- [Exercise material]

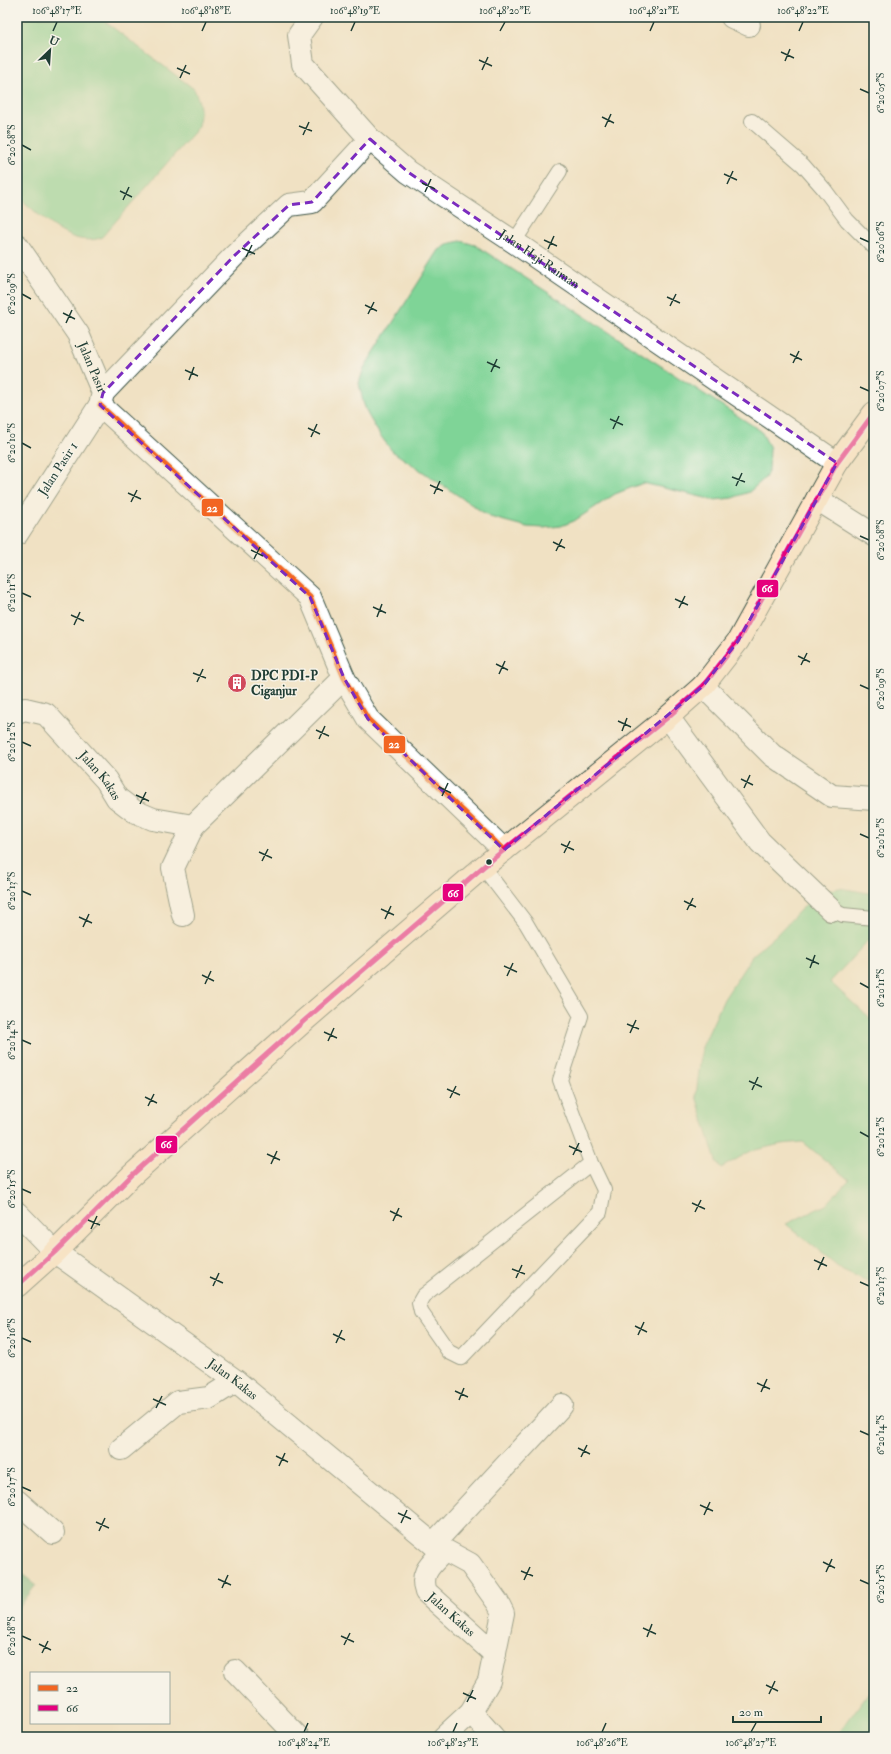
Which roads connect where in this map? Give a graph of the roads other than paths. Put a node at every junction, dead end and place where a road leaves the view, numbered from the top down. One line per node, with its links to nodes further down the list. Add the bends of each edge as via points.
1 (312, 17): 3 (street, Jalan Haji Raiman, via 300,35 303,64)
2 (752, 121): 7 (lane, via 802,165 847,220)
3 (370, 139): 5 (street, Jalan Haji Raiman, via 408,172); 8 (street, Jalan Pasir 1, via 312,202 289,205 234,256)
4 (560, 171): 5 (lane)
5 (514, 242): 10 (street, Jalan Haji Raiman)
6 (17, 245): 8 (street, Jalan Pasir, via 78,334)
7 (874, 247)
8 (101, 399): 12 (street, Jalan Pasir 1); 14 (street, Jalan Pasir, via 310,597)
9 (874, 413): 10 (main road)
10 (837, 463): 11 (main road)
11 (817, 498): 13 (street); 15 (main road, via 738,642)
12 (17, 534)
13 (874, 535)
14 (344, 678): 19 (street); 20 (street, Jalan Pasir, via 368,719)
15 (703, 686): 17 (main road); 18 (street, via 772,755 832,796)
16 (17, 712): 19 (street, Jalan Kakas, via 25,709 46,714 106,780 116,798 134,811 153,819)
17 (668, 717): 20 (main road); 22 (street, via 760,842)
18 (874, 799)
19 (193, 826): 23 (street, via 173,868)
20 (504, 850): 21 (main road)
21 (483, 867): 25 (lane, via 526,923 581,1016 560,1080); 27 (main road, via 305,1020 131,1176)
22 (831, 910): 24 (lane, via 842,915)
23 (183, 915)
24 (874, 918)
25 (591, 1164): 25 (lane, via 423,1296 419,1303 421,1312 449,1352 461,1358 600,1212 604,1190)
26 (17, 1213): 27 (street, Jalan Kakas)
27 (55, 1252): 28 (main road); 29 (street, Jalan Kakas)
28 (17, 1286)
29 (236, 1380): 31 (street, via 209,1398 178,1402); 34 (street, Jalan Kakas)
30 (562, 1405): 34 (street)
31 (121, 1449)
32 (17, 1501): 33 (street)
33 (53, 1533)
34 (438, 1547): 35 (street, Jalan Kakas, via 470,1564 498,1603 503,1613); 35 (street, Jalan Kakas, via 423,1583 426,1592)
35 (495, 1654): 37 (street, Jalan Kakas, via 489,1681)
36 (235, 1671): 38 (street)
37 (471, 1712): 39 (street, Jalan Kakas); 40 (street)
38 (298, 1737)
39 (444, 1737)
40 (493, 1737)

- [Exercise aim]
Please repeat each line above exactly as it appears, but omit the pictures.

- [Task result]
Which roads connect where in this map? Give a graph of the roads other than paths. Put a node at every junction, dead end and place where a road leaves the view, numbered from the top down. One line per node, with its links to nodes further down the list. Add the bends of each edge as via points.
1 (312, 17): 3 (street, Jalan Haji Raiman, via 300,35 303,64)
2 (752, 121): 7 (lane, via 802,165 847,220)
3 (370, 139): 5 (street, Jalan Haji Raiman, via 408,172); 8 (street, Jalan Pasir 1, via 312,202 289,205 234,256)
4 (560, 171): 5 (lane)
5 (514, 242): 10 (street, Jalan Haji Raiman)
6 (17, 245): 8 (street, Jalan Pasir, via 78,334)
7 (874, 247)
8 (101, 399): 12 (street, Jalan Pasir 1); 14 (street, Jalan Pasir, via 310,597)
9 (874, 413): 10 (main road)
10 (837, 463): 11 (main road)
11 (817, 498): 13 (street); 15 (main road, via 738,642)
12 (17, 534)
13 (874, 535)
14 (344, 678): 19 (street); 20 (street, Jalan Pasir, via 368,719)
15 (703, 686): 17 (main road); 18 (street, via 772,755 832,796)
16 (17, 712): 19 (street, Jalan Kakas, via 25,709 46,714 106,780 116,798 134,811 153,819)
17 (668, 717): 20 (main road); 22 (street, via 760,842)
18 (874, 799)
19 (193, 826): 23 (street, via 173,868)
20 (504, 850): 21 (main road)
21 (483, 867): 25 (lane, via 526,923 581,1016 560,1080); 27 (main road, via 305,1020 131,1176)
22 (831, 910): 24 (lane, via 842,915)
23 (183, 915)
24 (874, 918)
25 (591, 1164): 25 (lane, via 423,1296 419,1303 421,1312 449,1352 461,1358 600,1212 604,1190)
26 (17, 1213): 27 (street, Jalan Kakas)
27 (55, 1252): 28 (main road); 29 (street, Jalan Kakas)
28 (17, 1286)
29 (236, 1380): 31 (street, via 209,1398 178,1402); 34 (street, Jalan Kakas)
30 (562, 1405): 34 (street)
31 (121, 1449)
32 (17, 1501): 33 (street)
33 (53, 1533)
34 (438, 1547): 35 (street, Jalan Kakas, via 470,1564 498,1603 503,1613); 35 (street, Jalan Kakas, via 423,1583 426,1592)
35 (495, 1654): 37 (street, Jalan Kakas, via 489,1681)
36 (235, 1671): 38 (street)
37 (471, 1712): 39 (street, Jalan Kakas); 40 (street)
38 (298, 1737)
39 (444, 1737)
40 (493, 1737)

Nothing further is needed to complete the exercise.